To prevent the need for personalisation of data, the university asks the learners to read the good practice of giving feedback before answering. The Office of Academic Affairs can delete the answers ignoring the good practice. Work is also done on developments in SIS for finding inappropriate comments and preventing publicising them.
6. In how many cases has feedback been personalised and for what reasons?
The university has identified the persons who have given feedback for the following reasons:
- learners themselves have informed the Office of Academic Affairs that, while answering to the questionnaire, they have erred at selecting the course or lecturer from the list and have asked to delete their assessments so that they could give feedback to the course anew. As mentioned above, there have been ten such cases within ten years.
- In one case, the name of the person who has given feedback has been asked from the university by Tartu County Court during court proceedings.
- There has been an exceptional case when the feedback by a learner whose study result was cancelled was deleted.

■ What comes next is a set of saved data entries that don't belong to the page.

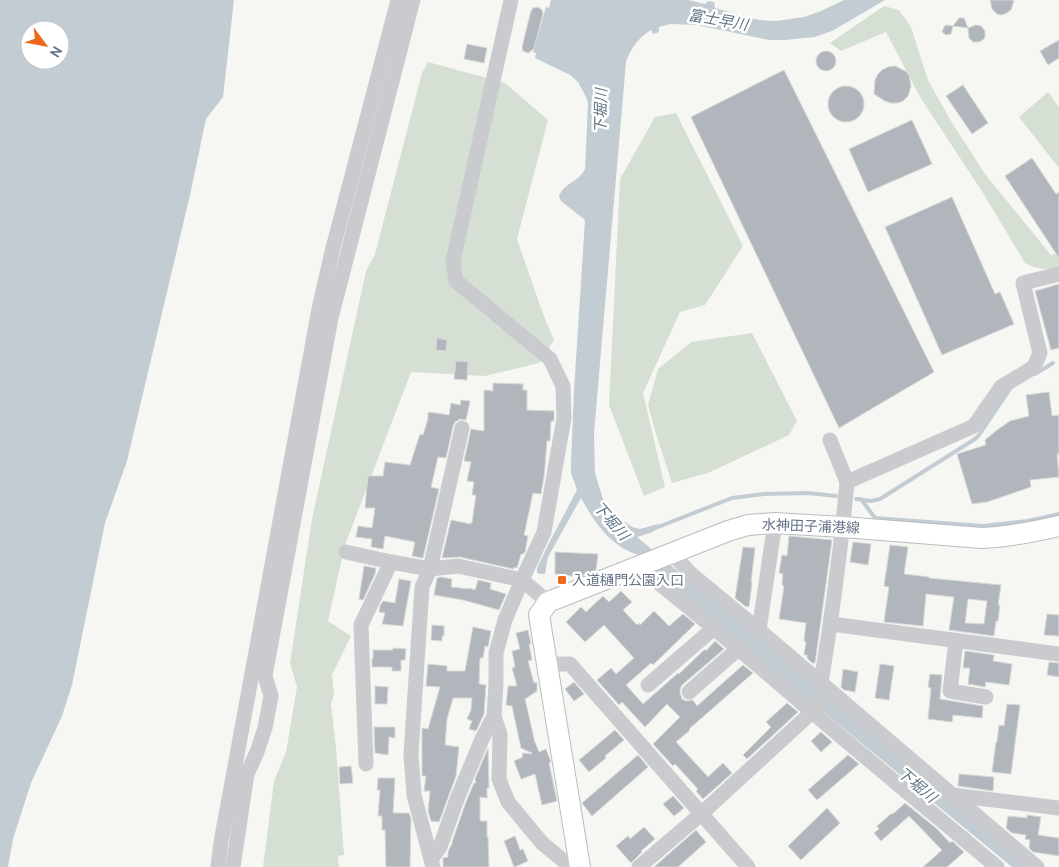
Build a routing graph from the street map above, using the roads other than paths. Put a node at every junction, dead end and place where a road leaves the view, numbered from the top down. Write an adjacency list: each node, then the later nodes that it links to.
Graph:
1 (398, 0): 33 (street)
2 (412, 0): 25 (street)
3 (511, 0): 16 (street)
4 (1059, 274): 7 (street)
5 (462, 428): 15 (street)
6 (830, 440): 7 (street)
7 (847, 482): 9 (street)
8 (774, 523): 9 (main road, 水神田子浦港線); 12 (main road, 水神田子浦港線); 20 (street)
9 (843, 526): 10 (main road, 水神田子浦港線); 18 (street)
10 (1059, 526)
11 (346, 552): 13 (street)
12 (668, 554): 14 (main road, 水神田子浦港線); 20 (street)
13 (391, 562): 15 (street); 32 (street)
14 (640, 565): 17 (main road, 水神田子浦港線); 19 (street)
15 (430, 569): 16 (street); 37 (street)
16 (522, 580): 17 (street); 31 (street)
17 (548, 602): 24 (main road)
18 (831, 624): 21 (street); 27 (street)
19 (714, 628): 22 (street); 26 (street)
20 (759, 630): 27 (street)
21 (956, 641): 23 (street); 29 (street)
22 (738, 649): 28 (street); 30 (street)
23 (1059, 654)
24 (547, 664): 36 (street); 41 (main road)
25 (268, 685): 33 (street); 39 (street)
26 (648, 685)
27 (825, 686): 30 (street); 34 (street)
28 (689, 692)
29 (986, 696)
30 (812, 712): 36 (street); 44 (street)
31 (494, 716): 37 (street); 40 (street)
32 (366, 764)
33 (235, 766): 38 (street)
34 (952, 795): 35 (street); 45 (street)
35 (1059, 808)
36 (701, 814): 42 (street); 43 (street)
37 (432, 863)
38 (218, 867)
39 (234, 867)
40 (571, 867)
41 (580, 867)
42 (640, 867)
43 (748, 867)
44 (997, 867)
45 (1037, 867)

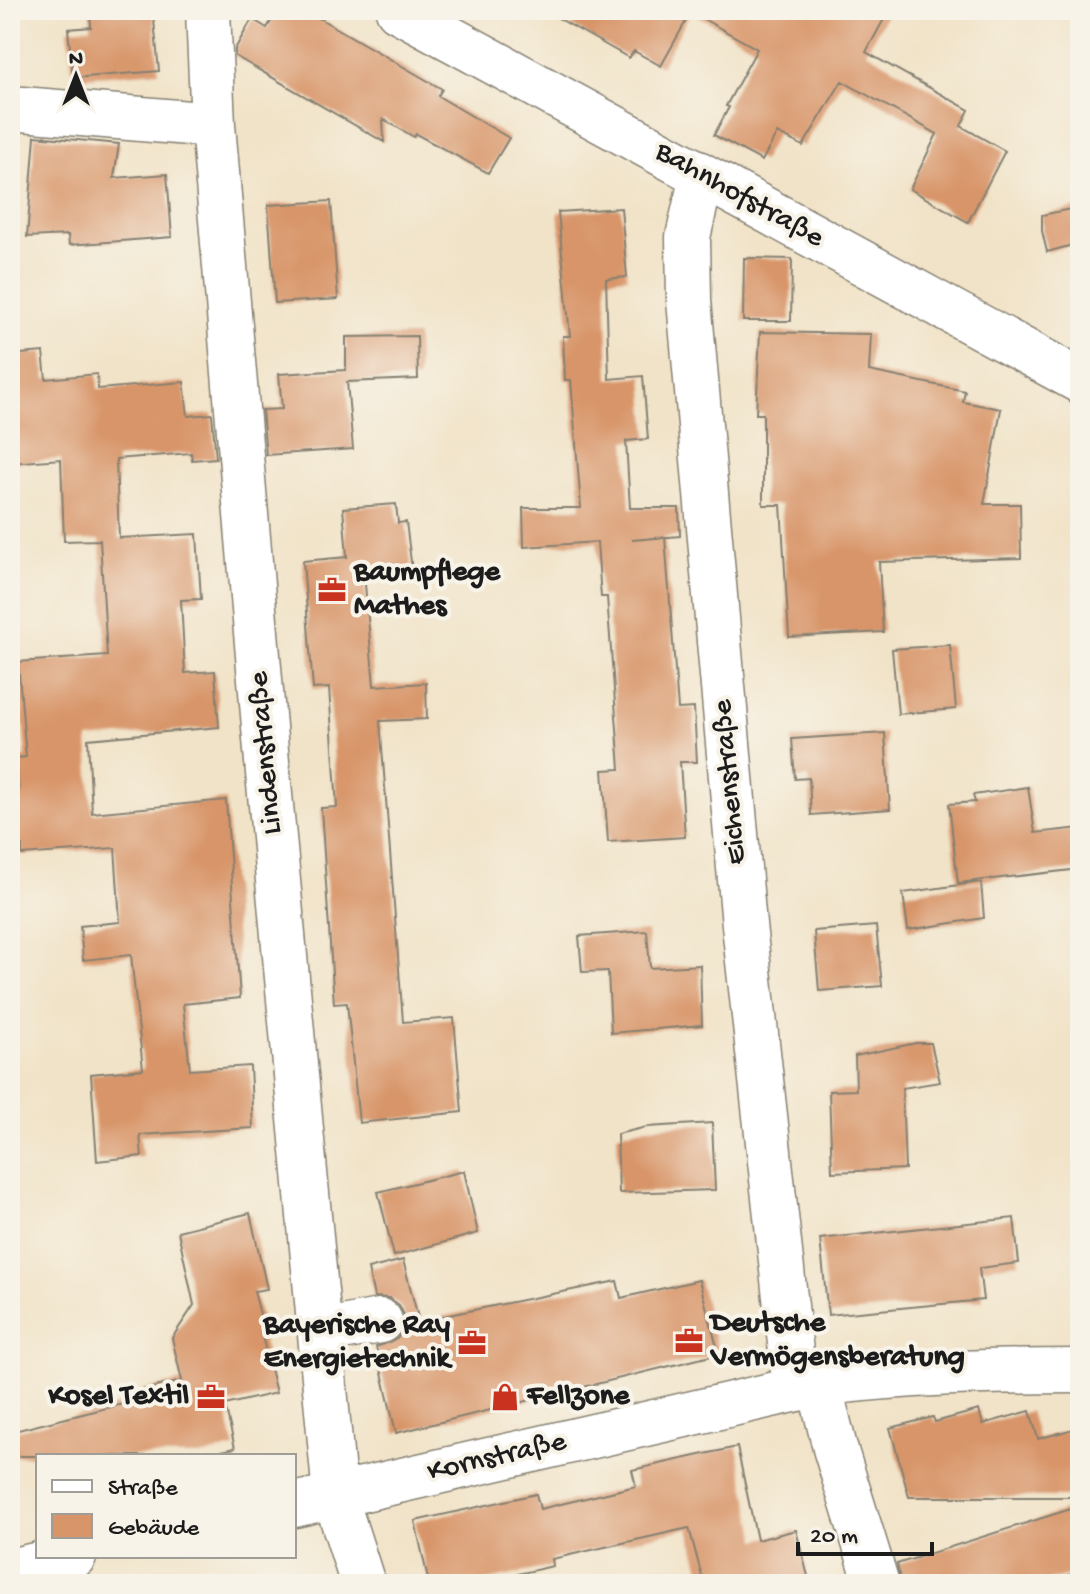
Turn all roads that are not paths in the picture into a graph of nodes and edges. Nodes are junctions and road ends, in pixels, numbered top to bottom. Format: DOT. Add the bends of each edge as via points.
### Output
graph roads {
  1 [pos="208,10"];
  2 [pos="398,10"];
  3 [pos="10,108"];
  4 [pos="213,125"];
  5 [pos="702,176"];
  6 [pos="1080,381"];
  7 [pos="380,1321"];
  8 [pos="320,1332"];
  9 [pos="1080,1371"];
  10 [pos="807,1386"];
  11 [pos="315,1500"];
  12 [pos="65,1558"];
  13 [pos="10,1571"];
  14 [pos="363,1584"];
  15 [pos="877,1584"];
  1 -- 4 [label="street, Lindenstraße"];
  2 -- 5 [label="street, Bahnhofstraße"];
  3 -- 4 [label="street"];
  4 -- 8 [label="street, Lindenstraße"];
  5 -- 6 [label="street, Bahnhofstraße"];
  5 -- 10 [label="street, Eichenstraße" via="688,237 689,300 744,925"];
  7 -- 8 [label="street"];
  8 -- 11 [label="street, Lindenstraße"];
  9 -- 10 [label="street, Kornstraße" via="922,1373"];
  10 -- 11 [label="street, Kornstraße"];
  10 -- 15 [label="street, Eichenstraße" via="835,1448"];
  11 -- 14 [label="street, Lindenstraße"];
  12 -- 13 [label="street"];
}
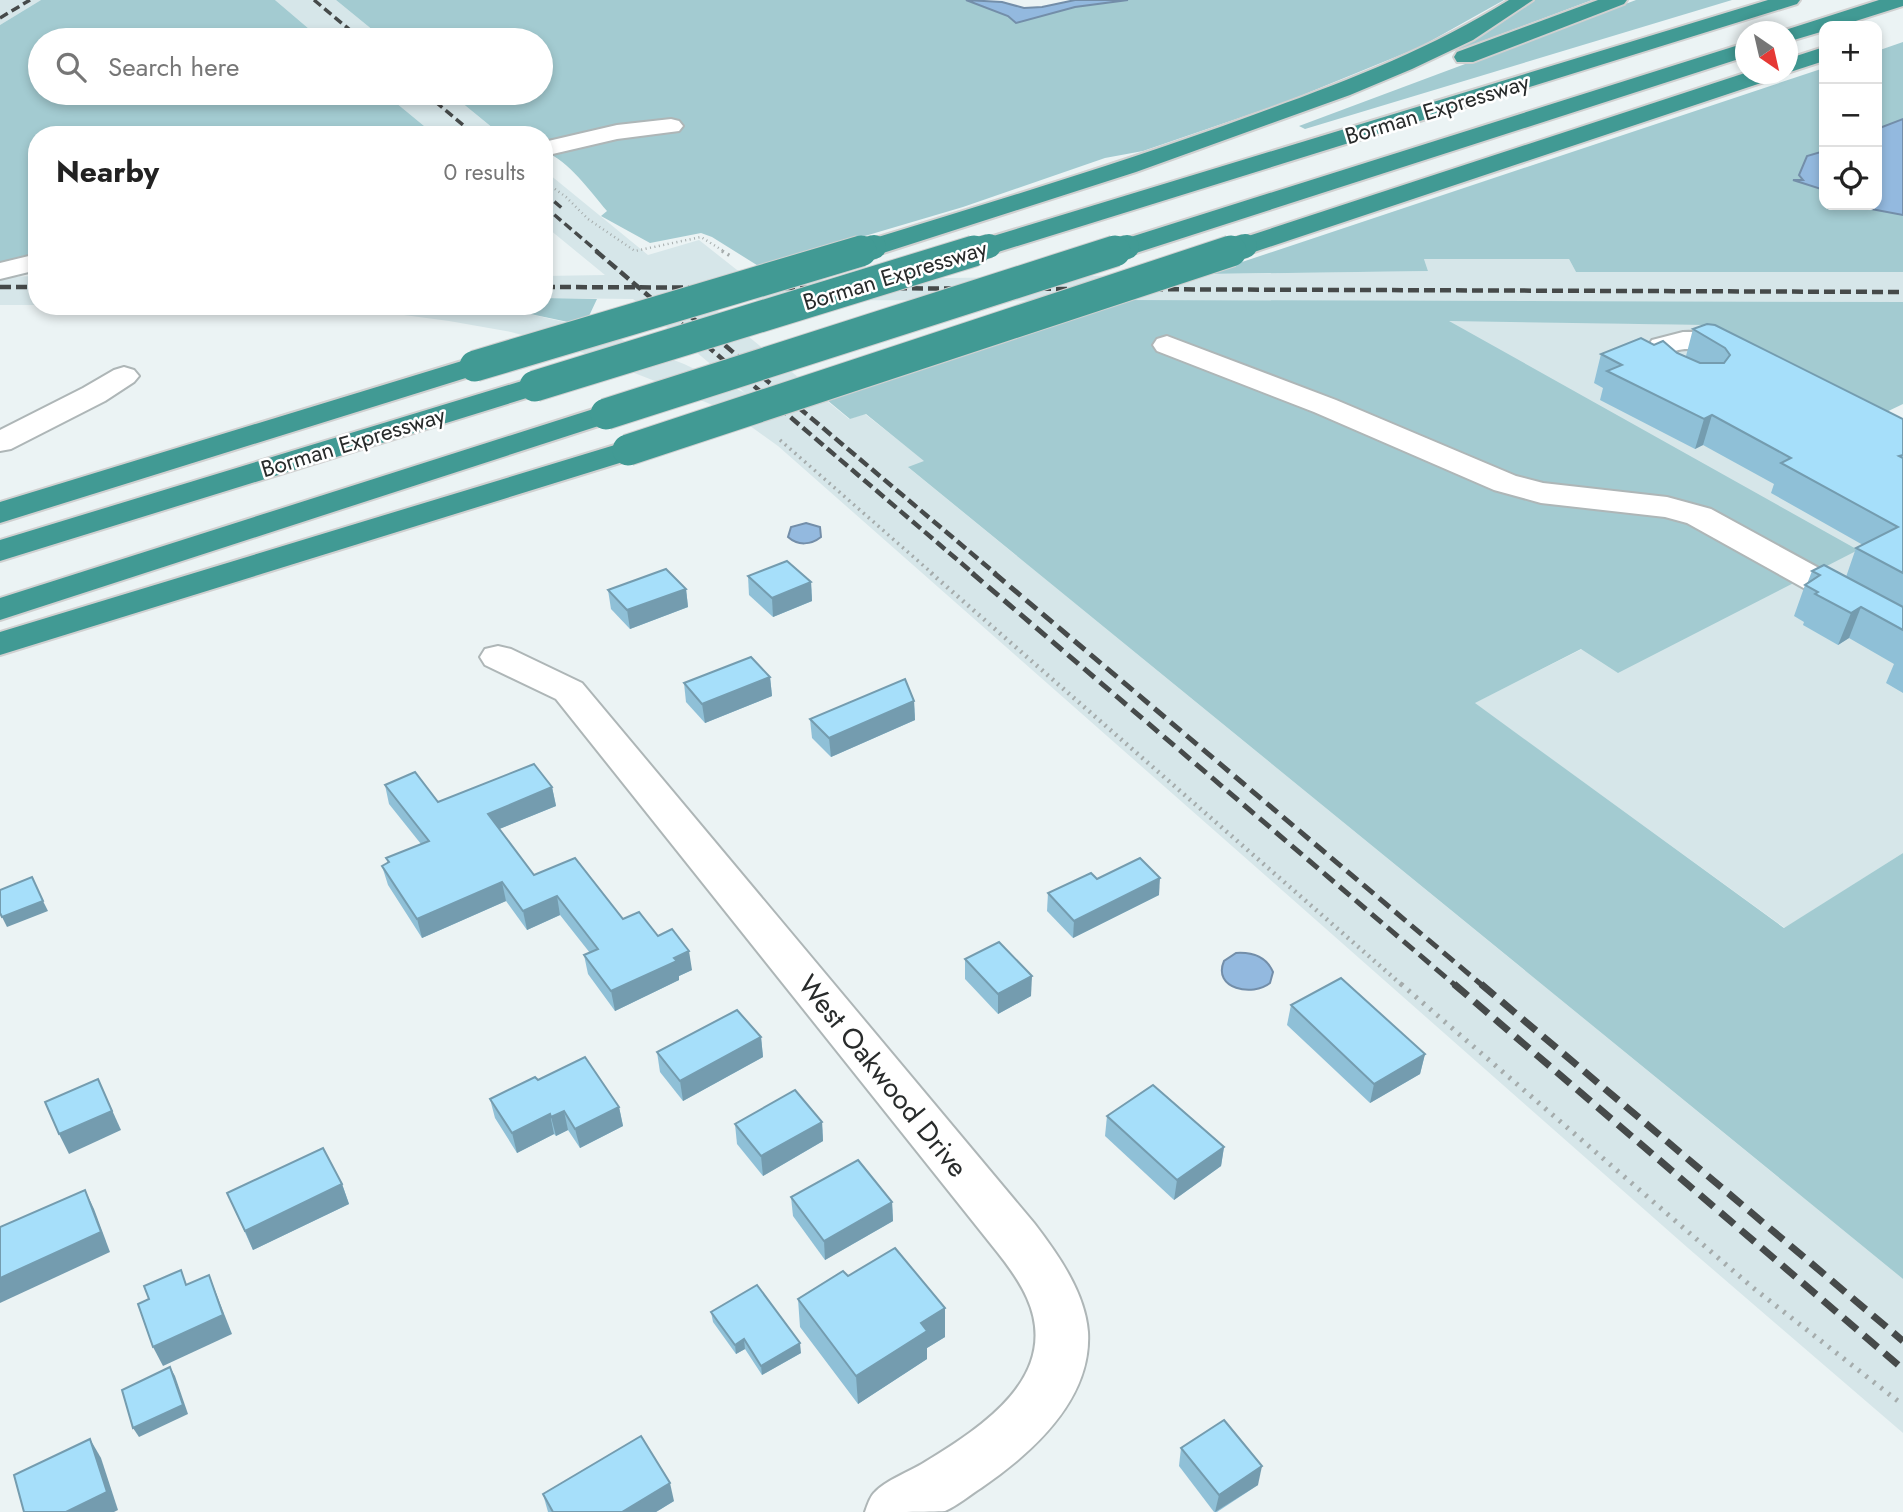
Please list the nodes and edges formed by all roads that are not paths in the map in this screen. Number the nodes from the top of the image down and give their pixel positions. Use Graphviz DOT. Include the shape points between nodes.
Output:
graph roads {
  1 [pos="1523,0"];
  2 [pos="1617,0"];
  3 [pos="1790,0"];
  4 [pos="1901,0"];
  5 [pos="1798,33"];
  6 [pos="1735,53"];
  7 [pos="1819,56"];
  8 [pos="1798,62"];
  9 [pos="1735,84"];
  10 [pos="671,126"];
  11 [pos="553,147"];
  12 [pos="1157,159"];
  13 [pos="28,264"];
  14 [pos="0,271"];
  15 [pos="1167,345"];
  16 [pos="1758,364"];
  17 [pos="124,376"];
  18 [pos="1704,384"];
  19 [pos="0,442"];
  20 [pos="0,513"];
  21 [pos="0,551"];
  22 [pos="0,609"];
  23 [pos="1903,628"];
  24 [pos="0,644"];
  25 [pos="498,657"];
  26 [pos="893,1512"];
  1 -- 12 [label="highway" via="1435,51"];
  2 -- 12 [label="highway" via="1317,111"];
  3 -- 21 [label="highway, Borman Expressway, bridge"];
  4 -- 5 [label="highway"];
  6 -- 22 [label="highway, Borman Expressway, bridge"];
  7 -- 8 [label="highway"];
  9 -- 24 [label="highway, bridge" via="628,450"];
  10 -- 11 [label="street"];
  12 -- 20 [label="highway, bridge"];
  13 -- 14 [label="street"];
  15 -- 23 [label="street" via="1505,483 1541,494 1689,512"];
  16 -- 18 [label="street" via="1704,340 1683,339 1662,346 1660,351 1669,365"];
  17 -- 19 [label="street" via="90,399"];
  25 -- 26 [label="street, West Oakwood Drive" via="569,691 1016,1238 1047,1284 1062,1331 1058,1372 1049,1389 996,1444"];
}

If teaching staff members have asked the Office of Academic Affairs to delete offensive comments about them from SIS, the comments have not been associated with persons for finding them in the data table and deleting them. The problematic comment is found in the data table of answers (for that, the ID value of the assessed syllabus, the number of the question and some words in the comment are needed), and it is deleted.
7. How long are the answers to feedback questionnaires and the data needed for their personalisation stored?
The university has is no fixed term for deleting publicised feedback, but questions of data archiving are being discussed at the university. At a meeting in autumn 2019, universities and the Information Technology Foundation for Education made a proposal to the Ministry of Education and Research to create a united archive (repository) of education data in Estonia as education data cannot be deleted after 25 years. Still, the data cannot be stored in the same information system for decades, as all the data need not be stored in a personalisable form, and storing of data becomes burdensome for the information system (SIS of the University of Tartu has been operating for 19 years). The questions of data archiving do not concern feedback data and SIS only but also other information systems.
As for displaying of feedback, the Office of Academic Affairs would like to decrease the number of semesters/years during which feedback is still visible for everyone in course information in SIS. The feedback of the last five years must be available for attestation of teaching staff. Recommendations for future students become outdated more quickly, as the staff must improve the courses each semester considering the feedback.
8. How has the transition from SIS1 to SIS2 influenced these processes?
Personalisable data, the purpose of their storing, location of and access to data tables have not changed due to the development of SIS2. Because of SIS2 development, the number of persons who have access to the database has increased, as this is necessary for developers for fulfilling their work duties.
The system for asking feedback about courses and curricula is new, and all the decisions for its development have not been made yet; therefore, the feedback system is not technically ready in its final form yet. For example, some informative texts and notifications will still be added during development.